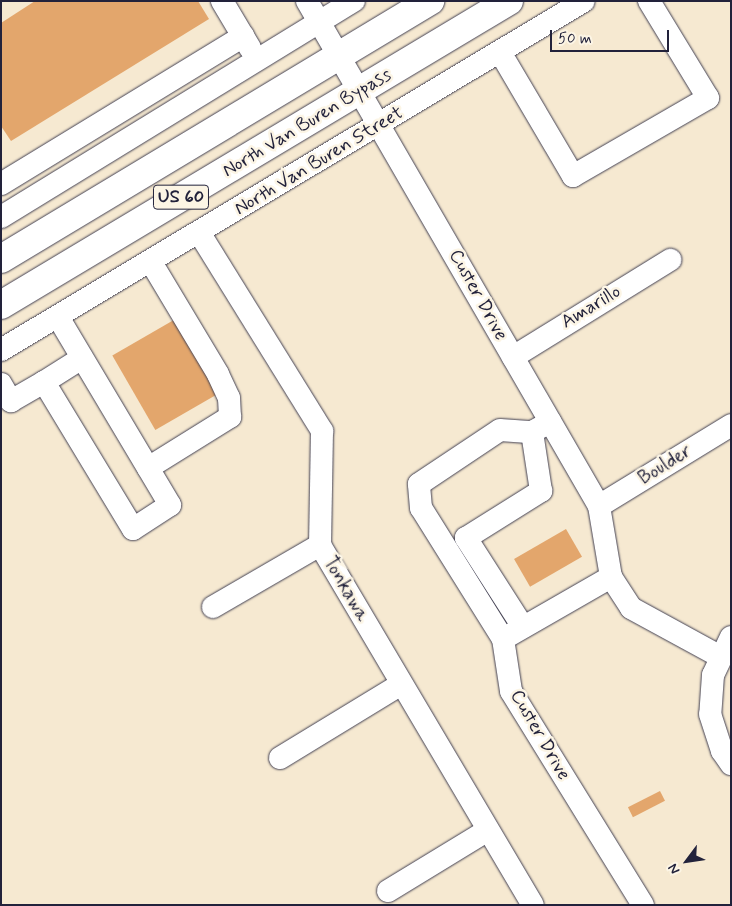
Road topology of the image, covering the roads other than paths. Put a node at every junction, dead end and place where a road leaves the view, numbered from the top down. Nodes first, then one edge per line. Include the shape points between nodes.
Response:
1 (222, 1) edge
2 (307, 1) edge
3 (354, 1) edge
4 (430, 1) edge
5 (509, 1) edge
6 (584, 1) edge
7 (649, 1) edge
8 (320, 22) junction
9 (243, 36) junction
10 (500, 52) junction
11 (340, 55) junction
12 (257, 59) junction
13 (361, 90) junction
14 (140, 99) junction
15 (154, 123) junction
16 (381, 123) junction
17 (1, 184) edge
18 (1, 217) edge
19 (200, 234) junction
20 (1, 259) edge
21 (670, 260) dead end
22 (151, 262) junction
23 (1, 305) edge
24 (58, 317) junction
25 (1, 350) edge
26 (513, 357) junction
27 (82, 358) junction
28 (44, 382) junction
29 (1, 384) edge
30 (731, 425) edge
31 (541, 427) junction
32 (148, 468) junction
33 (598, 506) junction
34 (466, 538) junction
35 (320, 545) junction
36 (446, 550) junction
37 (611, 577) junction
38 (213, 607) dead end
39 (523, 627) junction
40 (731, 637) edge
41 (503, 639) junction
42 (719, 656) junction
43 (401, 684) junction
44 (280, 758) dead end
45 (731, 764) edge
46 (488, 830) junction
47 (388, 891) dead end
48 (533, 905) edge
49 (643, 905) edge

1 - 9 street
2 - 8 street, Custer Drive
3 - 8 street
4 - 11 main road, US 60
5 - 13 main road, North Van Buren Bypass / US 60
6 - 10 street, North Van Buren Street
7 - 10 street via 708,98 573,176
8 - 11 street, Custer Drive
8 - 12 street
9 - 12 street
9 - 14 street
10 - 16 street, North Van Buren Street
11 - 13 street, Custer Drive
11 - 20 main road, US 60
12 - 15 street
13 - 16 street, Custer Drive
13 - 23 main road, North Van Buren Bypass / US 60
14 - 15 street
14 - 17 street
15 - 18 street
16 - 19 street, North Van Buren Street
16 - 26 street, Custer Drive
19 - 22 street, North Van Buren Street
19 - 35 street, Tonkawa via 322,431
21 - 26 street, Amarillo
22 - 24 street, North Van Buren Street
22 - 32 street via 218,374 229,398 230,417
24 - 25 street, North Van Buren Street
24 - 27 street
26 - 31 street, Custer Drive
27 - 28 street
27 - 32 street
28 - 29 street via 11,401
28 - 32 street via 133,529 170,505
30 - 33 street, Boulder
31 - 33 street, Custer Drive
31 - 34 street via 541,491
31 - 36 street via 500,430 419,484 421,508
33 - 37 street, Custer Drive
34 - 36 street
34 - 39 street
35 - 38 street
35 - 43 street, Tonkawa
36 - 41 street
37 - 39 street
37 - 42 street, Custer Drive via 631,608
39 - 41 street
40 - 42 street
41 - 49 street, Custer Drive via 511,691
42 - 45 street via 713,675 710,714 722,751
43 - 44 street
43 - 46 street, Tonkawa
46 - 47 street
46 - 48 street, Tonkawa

○ ○ ○

-- PROBLEM --
Search the material for the word "Buren" and copy every matching line.

-- RESPONSE BELOW --
5 - 13 main road, North Van Buren Bypass / US 60
6 - 10 street, North Van Buren Street
10 - 16 street, North Van Buren Street
13 - 23 main road, North Van Buren Bypass / US 60
16 - 19 street, North Van Buren Street
19 - 22 street, North Van Buren Street
22 - 24 street, North Van Buren Street
24 - 25 street, North Van Buren Street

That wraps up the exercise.